A few nights ago, I dropped my son off for an overnight event, and on my way home, traffic came to a stop in the highway just outside a coliseum where the teams in a well-known college basketball rivalry had just finished a game. One of them had won, apparently.

Even though the game had just let out, the traffic jam didn’t seem to be due to traffic leaving the parking lot and entering the highway. This felt more like an accident – a suspicion that was confirmed when a police car sped by on the shoulder.

Normally I don’t text while driving, but technically, I wasn’t driving – I was parked on a road where I should have been driving. So I broke out the phone and texted my wife, asking if she could look up the location of the accident and text it back to me, so I could decide whether I needed to take an upcoming exit. Soon she texted back that she couldn’t find any information, and suggested that maybe there wasn’t an accident, that maybe the traffic was due to all those ______ students celebrating their team’s victory. I took the next exit and figured she was right.

That intro not only serves to get 200 words out of the way when I don’t have a lot to write on a topic but still need to get paid for writing a lot, it also illustrates the point I hope to eventually make – that when your team wins a big game, you can pretty much get away with doing whatever you want.

At the very least, people believe that. Kim thought it possible that fans of the winning team had shut down a highway in celebration, and let’s be honest – it’s not out of the realm of possibilities. Ever been on Franklin   Street after Carolina wins the big one? Wait, forget I asked – let’s stick with situations that happen more frequently.

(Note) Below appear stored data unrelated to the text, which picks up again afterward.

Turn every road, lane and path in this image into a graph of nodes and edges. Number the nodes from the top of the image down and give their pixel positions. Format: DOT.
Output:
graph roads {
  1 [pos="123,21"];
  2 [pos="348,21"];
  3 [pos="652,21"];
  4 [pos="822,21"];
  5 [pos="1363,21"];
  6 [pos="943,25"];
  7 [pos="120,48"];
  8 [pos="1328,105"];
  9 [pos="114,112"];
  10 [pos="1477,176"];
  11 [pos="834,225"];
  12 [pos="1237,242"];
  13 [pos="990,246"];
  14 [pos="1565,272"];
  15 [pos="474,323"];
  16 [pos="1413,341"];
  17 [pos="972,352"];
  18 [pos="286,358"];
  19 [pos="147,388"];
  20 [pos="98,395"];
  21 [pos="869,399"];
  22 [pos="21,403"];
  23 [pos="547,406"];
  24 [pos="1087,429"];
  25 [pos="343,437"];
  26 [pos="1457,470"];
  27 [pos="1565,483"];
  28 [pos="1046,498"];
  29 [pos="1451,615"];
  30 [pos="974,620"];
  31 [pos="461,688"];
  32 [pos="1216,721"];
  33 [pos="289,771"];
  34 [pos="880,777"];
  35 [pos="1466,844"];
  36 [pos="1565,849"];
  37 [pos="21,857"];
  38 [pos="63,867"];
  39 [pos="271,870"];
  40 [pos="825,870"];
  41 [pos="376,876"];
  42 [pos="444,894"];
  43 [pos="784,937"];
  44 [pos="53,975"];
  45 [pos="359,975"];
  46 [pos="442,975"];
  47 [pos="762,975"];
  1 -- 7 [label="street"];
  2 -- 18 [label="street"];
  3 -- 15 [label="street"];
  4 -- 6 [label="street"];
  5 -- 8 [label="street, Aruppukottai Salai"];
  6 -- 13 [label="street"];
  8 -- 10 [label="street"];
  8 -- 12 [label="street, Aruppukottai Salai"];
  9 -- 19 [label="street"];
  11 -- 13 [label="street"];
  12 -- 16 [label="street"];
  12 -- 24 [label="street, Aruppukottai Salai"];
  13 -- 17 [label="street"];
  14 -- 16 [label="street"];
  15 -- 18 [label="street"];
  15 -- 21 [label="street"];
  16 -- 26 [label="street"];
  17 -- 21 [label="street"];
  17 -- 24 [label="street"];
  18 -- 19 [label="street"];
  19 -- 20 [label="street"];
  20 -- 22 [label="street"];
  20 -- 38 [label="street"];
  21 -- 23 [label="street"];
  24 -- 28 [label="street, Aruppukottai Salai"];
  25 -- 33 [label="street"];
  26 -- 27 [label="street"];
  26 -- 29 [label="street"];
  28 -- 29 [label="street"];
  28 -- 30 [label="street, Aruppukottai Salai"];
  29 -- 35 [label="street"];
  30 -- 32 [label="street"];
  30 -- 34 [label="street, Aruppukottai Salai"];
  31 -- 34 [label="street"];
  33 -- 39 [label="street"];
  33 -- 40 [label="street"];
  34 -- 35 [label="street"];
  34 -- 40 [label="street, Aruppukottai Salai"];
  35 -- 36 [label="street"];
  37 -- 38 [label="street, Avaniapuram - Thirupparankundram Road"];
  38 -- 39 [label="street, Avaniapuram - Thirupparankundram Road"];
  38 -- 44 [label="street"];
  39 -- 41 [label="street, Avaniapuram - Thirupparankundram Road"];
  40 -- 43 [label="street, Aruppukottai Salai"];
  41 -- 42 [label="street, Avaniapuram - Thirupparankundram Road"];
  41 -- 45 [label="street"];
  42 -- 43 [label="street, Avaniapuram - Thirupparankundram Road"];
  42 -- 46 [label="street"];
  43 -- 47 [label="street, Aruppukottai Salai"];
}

It’s also worth noting that a team doesn’t even have to win to rationalize crazed behavior. I’m writing this on the eve of the Superbowl, and I can guarantee you three things about tomorrow: 1) fans in the winning city will do something destructive in exuberance; 2) fans in the losing city will do something destructive in frustration; and 3) utility employees in both cities have spent the past week hoping their water systems can handle the frenzy of halftime flushes.

But this is pro football, right? Surely college basketball fans have a little more decorum? Tell that to the Cameron Crazies. Sure, any game is going to have its share of catcalls against the opposing team, but come on – those fans aren’t crazy, they’re just mean. Their chants go beyond showing support for their team, to verbally attacking their opponents over issues that have nothing to do with the game. For a group who will undoubtedly remind the rest of us that their education is far superior to ours, they sure seem to forget some of the basic good sportsmanship lessons that are typically taught in kindergarten.

I'm sure they're just trying to encourage him.

I’m sure they’re just trying to encourage him.

How else can you describe a group who would chant, “How’s your grandma?” to an opposing player whose grandmother just passed away? Or would make light of an athlete’s sexual abuse allegations? Yep, nothing funnier than rape, is there, you crazy kids? I guess money can buy an education, but it can’t buy any class.

It’s also interesting that, for a group of dedicated fans, we hear nothing from them during football season. Why aren’t there any Wade Wackies to go along with the Cameron Crazies? Because despite their faults, at least they live by a code – the team has to have a winning season before the fans can start acting like jerks.

And as long as I’m feeling magnanimous, I might as well acknowledge one other small positive point about the Crazies – at least they don’t break anything more than the boundaries of good taste. Some fans overturn cars, burn public property, and/or maim animals in celebration. The worst the Crazies do after winning the big game is go back to their lab and maybe break an Erlenmeyer flask, or toss a 20-sided die out the window. As for the rowdier fans, they justify it by saying it’s all in the name of supporting a winning team, so that must make it okay.

I know I’m taking things too seriously – after all, you’re reading someone who thinks it’s cheating when the fans behind the backboard try to distract whoever’s trying to shoot a free throw. Hey, it’s interfering with the players. Just like Jeff Maier in Game 1 of the 1996 American League Championship Series. The umps pretty much had to rule it a homer for Derek Cheater, because if they had called it for the fan interference it truly was, that kid wouldn’t have made it out of Yankee Stadium alive – he’d probably still be there today, maybe right next to Jimmy Hoffa.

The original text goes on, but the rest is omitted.